WORK INSTRUCTIONS
Your response should consist of every record, exactly as given.

Stored data entries:
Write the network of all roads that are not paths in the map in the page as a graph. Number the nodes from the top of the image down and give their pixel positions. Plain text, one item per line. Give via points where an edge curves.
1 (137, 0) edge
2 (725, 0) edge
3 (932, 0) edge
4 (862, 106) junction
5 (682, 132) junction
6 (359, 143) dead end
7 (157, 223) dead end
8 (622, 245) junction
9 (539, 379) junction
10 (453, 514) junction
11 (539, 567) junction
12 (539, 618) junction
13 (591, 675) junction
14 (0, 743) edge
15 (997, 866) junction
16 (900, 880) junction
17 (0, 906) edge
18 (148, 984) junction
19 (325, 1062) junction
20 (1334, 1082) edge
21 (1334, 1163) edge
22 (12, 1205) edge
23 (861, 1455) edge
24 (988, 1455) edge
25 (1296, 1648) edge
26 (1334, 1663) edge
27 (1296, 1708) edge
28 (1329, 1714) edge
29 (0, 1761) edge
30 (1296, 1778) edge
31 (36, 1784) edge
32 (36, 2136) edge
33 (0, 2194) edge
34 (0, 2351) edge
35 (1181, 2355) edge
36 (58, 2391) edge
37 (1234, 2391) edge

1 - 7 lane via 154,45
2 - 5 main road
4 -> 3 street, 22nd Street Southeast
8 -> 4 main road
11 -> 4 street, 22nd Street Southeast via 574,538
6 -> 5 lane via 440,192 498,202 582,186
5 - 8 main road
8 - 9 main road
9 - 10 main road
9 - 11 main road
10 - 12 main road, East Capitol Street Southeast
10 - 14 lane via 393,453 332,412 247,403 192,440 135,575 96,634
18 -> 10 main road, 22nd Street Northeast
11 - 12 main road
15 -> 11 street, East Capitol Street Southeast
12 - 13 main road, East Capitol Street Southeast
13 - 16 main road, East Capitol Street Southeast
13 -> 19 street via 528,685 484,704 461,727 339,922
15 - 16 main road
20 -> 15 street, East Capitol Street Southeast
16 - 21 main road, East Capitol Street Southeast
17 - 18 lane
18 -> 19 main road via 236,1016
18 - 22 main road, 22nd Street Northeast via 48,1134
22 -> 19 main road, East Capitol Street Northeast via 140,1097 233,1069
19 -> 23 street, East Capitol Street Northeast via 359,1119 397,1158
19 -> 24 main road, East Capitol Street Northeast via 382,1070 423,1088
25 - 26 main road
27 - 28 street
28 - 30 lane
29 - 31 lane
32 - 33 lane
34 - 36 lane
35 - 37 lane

COMPLETED TASK
Write the network of all roads that are not paths in the map in the page as a graph. Number the nodes from the top of the image down and give their pixel positions. Plain text, one item per line. Give via points where an edge curves.
1 (137, 0) edge
2 (725, 0) edge
3 (932, 0) edge
4 (862, 106) junction
5 (682, 132) junction
6 (359, 143) dead end
7 (157, 223) dead end
8 (622, 245) junction
9 (539, 379) junction
10 (453, 514) junction
11 (539, 567) junction
12 (539, 618) junction
13 (591, 675) junction
14 (0, 743) edge
15 (997, 866) junction
16 (900, 880) junction
17 (0, 906) edge
18 (148, 984) junction
19 (325, 1062) junction
20 (1334, 1082) edge
21 (1334, 1163) edge
22 (12, 1205) edge
23 (861, 1455) edge
24 (988, 1455) edge
25 (1296, 1648) edge
26 (1334, 1663) edge
27 (1296, 1708) edge
28 (1329, 1714) edge
29 (0, 1761) edge
30 (1296, 1778) edge
31 (36, 1784) edge
32 (36, 2136) edge
33 (0, 2194) edge
34 (0, 2351) edge
35 (1181, 2355) edge
36 (58, 2391) edge
37 (1234, 2391) edge

1 - 7 lane via 154,45
2 - 5 main road
4 -> 3 street, 22nd Street Southeast
8 -> 4 main road
11 -> 4 street, 22nd Street Southeast via 574,538
6 -> 5 lane via 440,192 498,202 582,186
5 - 8 main road
8 - 9 main road
9 - 10 main road
9 - 11 main road
10 - 12 main road, East Capitol Street Southeast
10 - 14 lane via 393,453 332,412 247,403 192,440 135,575 96,634
18 -> 10 main road, 22nd Street Northeast
11 - 12 main road
15 -> 11 street, East Capitol Street Southeast
12 - 13 main road, East Capitol Street Southeast
13 - 16 main road, East Capitol Street Southeast
13 -> 19 street via 528,685 484,704 461,727 339,922
15 - 16 main road
20 -> 15 street, East Capitol Street Southeast
16 - 21 main road, East Capitol Street Southeast
17 - 18 lane
18 -> 19 main road via 236,1016
18 - 22 main road, 22nd Street Northeast via 48,1134
22 -> 19 main road, East Capitol Street Northeast via 140,1097 233,1069
19 -> 23 street, East Capitol Street Northeast via 359,1119 397,1158
19 -> 24 main road, East Capitol Street Northeast via 382,1070 423,1088
25 - 26 main road
27 - 28 street
28 - 30 lane
29 - 31 lane
32 - 33 lane
34 - 36 lane
35 - 37 lane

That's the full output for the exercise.